:: PROVIDED ENTRIES ::
Start of Block
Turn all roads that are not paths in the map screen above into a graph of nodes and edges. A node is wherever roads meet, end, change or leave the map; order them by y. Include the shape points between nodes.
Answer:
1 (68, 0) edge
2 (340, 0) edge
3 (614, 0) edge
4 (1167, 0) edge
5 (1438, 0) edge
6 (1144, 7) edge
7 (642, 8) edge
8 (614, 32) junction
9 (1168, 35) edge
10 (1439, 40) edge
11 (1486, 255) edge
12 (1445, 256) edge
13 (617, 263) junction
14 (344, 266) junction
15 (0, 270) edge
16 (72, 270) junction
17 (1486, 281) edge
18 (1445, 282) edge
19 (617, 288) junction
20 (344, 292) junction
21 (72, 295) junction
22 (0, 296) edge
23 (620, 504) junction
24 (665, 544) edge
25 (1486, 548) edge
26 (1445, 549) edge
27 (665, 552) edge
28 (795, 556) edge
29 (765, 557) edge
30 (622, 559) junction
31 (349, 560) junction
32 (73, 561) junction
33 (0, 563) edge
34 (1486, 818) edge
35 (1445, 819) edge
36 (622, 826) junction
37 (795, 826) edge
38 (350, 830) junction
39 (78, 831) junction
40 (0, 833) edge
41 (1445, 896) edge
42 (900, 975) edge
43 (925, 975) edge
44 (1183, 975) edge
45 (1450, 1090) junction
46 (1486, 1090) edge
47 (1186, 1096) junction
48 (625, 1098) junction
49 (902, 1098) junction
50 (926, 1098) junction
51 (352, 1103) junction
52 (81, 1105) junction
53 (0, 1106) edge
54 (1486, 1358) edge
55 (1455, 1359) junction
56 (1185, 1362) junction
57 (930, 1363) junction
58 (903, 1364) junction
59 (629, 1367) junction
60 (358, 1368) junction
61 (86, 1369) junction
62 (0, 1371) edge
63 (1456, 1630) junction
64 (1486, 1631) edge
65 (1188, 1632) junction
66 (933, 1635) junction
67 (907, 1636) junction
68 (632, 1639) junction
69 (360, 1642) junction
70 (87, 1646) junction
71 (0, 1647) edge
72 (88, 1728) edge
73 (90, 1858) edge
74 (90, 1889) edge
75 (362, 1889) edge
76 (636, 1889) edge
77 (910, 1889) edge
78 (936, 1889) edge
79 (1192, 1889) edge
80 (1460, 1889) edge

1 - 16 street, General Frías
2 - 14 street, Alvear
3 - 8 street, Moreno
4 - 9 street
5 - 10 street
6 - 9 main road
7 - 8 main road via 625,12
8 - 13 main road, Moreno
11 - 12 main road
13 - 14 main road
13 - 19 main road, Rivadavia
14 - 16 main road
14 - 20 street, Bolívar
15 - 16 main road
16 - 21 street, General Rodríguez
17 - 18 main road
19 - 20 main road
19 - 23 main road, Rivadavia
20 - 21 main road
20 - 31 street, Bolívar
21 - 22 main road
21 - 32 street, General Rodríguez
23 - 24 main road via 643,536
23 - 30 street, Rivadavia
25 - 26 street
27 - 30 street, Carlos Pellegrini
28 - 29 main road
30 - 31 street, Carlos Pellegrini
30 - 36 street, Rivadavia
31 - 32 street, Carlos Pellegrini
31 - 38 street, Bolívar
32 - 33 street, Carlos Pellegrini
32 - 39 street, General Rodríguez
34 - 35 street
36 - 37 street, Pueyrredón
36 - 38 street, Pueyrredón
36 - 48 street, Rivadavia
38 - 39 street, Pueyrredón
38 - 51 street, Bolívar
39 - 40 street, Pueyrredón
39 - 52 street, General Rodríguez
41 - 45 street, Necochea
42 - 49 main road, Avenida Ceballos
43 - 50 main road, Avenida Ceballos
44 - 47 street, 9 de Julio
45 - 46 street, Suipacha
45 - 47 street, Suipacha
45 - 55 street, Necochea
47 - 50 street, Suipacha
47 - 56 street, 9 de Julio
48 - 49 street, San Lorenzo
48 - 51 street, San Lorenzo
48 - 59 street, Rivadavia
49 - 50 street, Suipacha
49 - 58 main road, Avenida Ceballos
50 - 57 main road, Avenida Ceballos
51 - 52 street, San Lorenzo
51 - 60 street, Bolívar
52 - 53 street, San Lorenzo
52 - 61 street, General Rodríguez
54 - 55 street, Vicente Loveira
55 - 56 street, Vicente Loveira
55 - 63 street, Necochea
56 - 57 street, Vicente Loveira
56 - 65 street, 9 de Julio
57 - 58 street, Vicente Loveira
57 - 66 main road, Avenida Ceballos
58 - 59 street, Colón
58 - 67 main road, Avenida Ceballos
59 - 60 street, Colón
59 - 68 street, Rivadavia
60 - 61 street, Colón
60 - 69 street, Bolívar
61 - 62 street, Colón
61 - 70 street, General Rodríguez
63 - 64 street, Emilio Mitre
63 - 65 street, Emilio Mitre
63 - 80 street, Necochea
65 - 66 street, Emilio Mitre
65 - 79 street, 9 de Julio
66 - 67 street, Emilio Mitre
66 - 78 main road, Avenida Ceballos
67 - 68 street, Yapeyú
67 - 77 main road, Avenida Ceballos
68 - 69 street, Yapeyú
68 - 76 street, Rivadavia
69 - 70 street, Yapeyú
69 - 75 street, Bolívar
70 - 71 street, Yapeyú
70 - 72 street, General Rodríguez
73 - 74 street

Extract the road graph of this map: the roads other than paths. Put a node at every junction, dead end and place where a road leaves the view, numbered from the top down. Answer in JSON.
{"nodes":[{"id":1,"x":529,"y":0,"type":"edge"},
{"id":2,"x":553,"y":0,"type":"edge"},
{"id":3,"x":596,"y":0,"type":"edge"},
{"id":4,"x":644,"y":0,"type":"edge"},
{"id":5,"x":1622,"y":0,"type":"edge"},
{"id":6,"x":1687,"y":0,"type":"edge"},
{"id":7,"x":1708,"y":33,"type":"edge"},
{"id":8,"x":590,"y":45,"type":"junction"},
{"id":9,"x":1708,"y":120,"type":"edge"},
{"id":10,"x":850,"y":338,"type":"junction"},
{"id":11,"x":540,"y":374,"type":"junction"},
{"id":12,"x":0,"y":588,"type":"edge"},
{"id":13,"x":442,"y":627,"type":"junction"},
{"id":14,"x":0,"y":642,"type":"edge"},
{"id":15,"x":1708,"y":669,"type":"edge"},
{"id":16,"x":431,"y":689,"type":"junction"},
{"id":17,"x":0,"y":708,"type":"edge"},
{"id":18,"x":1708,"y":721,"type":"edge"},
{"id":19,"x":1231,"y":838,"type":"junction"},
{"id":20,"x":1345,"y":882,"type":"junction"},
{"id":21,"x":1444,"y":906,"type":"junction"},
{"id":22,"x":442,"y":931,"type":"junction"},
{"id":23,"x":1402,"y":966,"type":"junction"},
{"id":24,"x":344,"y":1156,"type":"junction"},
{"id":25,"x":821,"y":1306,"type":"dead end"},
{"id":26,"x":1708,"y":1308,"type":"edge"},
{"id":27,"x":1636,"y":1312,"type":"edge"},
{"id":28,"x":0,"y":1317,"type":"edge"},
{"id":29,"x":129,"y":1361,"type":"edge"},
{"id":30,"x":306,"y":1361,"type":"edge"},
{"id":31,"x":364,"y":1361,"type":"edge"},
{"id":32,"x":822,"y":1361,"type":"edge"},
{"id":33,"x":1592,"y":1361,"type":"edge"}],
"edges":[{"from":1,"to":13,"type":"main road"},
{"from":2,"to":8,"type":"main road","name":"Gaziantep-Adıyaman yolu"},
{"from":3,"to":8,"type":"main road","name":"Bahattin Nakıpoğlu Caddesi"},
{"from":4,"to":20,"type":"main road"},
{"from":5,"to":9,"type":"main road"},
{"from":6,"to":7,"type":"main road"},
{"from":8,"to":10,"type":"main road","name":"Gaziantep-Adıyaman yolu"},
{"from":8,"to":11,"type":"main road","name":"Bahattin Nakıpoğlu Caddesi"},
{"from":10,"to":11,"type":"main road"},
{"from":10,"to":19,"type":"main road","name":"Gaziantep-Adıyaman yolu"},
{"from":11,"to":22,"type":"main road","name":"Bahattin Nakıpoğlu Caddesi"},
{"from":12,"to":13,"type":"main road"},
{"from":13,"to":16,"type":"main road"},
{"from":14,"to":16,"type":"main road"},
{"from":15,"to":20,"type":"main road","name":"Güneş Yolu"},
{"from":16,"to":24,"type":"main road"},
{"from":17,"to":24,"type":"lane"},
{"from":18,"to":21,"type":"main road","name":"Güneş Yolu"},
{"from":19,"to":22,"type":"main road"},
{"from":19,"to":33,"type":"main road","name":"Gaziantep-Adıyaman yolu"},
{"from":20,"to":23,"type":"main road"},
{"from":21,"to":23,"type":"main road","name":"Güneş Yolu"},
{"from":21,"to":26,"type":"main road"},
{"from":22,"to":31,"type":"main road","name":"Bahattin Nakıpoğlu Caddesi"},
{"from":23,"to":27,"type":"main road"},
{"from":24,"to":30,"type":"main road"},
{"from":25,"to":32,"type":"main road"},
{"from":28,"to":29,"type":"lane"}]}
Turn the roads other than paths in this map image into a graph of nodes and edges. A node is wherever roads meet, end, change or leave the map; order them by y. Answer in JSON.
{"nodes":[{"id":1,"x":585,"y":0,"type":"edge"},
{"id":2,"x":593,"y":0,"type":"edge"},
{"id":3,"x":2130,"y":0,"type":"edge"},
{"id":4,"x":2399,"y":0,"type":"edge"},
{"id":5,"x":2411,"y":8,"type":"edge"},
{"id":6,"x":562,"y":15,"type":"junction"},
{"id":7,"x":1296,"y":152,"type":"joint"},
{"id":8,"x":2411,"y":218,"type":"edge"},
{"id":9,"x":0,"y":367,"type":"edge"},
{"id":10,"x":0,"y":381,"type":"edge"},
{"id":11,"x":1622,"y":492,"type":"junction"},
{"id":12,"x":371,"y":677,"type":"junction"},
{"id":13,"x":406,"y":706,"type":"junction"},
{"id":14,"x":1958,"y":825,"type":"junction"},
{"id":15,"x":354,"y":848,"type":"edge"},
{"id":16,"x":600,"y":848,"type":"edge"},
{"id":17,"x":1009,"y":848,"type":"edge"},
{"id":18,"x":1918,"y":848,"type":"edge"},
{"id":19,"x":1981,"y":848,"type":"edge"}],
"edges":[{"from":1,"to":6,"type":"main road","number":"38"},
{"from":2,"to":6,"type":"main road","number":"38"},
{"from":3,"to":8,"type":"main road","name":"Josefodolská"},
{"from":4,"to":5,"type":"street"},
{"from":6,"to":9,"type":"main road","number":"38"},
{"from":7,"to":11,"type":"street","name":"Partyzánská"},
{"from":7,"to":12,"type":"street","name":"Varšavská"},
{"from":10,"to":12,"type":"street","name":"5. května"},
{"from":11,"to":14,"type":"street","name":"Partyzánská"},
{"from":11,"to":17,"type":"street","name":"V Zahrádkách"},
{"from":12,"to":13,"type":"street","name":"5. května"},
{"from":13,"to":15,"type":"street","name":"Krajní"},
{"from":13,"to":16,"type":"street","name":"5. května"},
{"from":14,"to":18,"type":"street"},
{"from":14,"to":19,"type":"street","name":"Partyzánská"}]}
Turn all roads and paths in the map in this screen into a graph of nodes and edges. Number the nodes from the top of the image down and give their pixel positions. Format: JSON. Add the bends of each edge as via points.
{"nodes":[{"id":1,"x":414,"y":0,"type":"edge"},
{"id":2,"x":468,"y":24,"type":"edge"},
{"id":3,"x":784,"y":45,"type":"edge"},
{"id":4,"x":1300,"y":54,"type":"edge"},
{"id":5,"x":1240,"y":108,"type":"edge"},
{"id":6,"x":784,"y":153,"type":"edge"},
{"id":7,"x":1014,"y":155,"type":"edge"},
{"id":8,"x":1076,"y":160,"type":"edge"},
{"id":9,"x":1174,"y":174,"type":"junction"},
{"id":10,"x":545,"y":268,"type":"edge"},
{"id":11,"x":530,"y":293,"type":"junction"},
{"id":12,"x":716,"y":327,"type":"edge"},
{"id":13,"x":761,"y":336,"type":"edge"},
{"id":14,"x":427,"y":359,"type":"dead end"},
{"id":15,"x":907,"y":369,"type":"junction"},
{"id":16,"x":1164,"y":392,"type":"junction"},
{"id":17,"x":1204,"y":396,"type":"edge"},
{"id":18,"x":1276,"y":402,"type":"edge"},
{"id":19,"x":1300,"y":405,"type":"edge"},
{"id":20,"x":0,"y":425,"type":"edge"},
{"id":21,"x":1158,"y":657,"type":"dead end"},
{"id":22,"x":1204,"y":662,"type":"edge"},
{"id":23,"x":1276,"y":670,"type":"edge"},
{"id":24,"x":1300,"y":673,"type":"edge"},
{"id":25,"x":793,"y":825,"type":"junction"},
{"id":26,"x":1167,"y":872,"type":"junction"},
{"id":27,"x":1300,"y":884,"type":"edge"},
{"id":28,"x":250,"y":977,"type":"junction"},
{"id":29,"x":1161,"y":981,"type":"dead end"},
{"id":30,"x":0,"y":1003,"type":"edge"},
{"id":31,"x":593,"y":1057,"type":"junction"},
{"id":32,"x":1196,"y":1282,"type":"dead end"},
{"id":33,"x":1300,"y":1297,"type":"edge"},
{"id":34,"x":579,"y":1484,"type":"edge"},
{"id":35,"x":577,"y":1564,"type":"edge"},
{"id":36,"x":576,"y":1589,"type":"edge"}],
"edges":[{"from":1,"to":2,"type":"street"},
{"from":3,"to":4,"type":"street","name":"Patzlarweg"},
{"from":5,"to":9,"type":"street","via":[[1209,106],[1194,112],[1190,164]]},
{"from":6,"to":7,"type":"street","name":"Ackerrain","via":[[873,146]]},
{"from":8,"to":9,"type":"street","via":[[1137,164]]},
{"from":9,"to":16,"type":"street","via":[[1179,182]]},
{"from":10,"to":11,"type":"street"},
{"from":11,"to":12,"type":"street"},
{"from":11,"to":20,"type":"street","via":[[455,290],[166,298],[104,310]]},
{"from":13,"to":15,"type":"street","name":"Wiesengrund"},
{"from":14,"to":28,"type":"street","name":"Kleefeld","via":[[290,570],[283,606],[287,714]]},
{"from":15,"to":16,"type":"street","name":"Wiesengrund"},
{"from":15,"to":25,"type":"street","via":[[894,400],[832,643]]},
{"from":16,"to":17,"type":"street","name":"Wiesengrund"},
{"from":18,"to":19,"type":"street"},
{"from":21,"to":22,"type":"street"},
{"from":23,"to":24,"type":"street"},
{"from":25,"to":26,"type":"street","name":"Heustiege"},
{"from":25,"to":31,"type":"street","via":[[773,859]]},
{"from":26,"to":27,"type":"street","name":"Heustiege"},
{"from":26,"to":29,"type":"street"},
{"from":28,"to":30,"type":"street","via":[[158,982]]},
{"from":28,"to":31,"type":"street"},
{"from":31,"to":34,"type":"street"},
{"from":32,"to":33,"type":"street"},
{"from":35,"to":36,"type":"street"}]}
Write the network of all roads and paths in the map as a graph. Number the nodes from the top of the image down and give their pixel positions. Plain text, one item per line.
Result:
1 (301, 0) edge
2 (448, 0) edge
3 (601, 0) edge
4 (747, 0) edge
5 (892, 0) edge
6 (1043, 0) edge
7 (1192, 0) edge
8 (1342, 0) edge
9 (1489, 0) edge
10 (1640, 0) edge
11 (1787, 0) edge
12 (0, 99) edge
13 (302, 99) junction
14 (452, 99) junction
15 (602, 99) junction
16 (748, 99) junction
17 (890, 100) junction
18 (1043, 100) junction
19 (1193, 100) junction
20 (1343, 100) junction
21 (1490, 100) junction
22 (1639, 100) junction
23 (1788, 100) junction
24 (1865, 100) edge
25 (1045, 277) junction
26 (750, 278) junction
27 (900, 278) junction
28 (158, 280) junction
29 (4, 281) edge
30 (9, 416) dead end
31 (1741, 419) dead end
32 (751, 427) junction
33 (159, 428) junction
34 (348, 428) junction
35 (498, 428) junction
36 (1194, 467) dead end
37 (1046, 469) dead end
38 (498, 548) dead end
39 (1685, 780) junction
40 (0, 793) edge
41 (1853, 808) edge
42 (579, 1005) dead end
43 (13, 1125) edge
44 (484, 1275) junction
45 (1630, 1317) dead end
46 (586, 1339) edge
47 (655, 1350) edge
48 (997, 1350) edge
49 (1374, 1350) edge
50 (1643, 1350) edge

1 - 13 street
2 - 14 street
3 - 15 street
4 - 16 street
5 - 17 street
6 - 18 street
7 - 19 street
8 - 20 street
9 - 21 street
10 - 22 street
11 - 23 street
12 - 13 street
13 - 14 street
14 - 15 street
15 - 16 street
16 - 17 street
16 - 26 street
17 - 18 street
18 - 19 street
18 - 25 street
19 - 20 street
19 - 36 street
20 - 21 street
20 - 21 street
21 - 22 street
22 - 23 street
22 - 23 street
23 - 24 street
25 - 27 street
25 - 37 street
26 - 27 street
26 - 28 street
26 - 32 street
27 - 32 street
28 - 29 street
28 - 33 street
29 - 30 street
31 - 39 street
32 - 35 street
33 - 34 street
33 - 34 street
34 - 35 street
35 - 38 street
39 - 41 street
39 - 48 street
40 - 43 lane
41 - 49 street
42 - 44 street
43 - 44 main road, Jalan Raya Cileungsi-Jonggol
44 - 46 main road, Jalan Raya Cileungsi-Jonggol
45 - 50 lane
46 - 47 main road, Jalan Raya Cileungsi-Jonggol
End of Block
:: WHAT THE TASK REQUIRES ::
Go over the data and return every line that includes the word "them".

:: RESULT OF THE TASK ::
Turn all roads that are not paths in the map screen above into a graph of nodes and edges. A node is wherever roads meet, end, change or leave the map; order them by y. Include the shape points between nodes.
Turn the roads other than paths in this map image into a graph of nodes and edges. A node is wherever roads meet, end, change or leave the map; order them by y. Answer in JSON.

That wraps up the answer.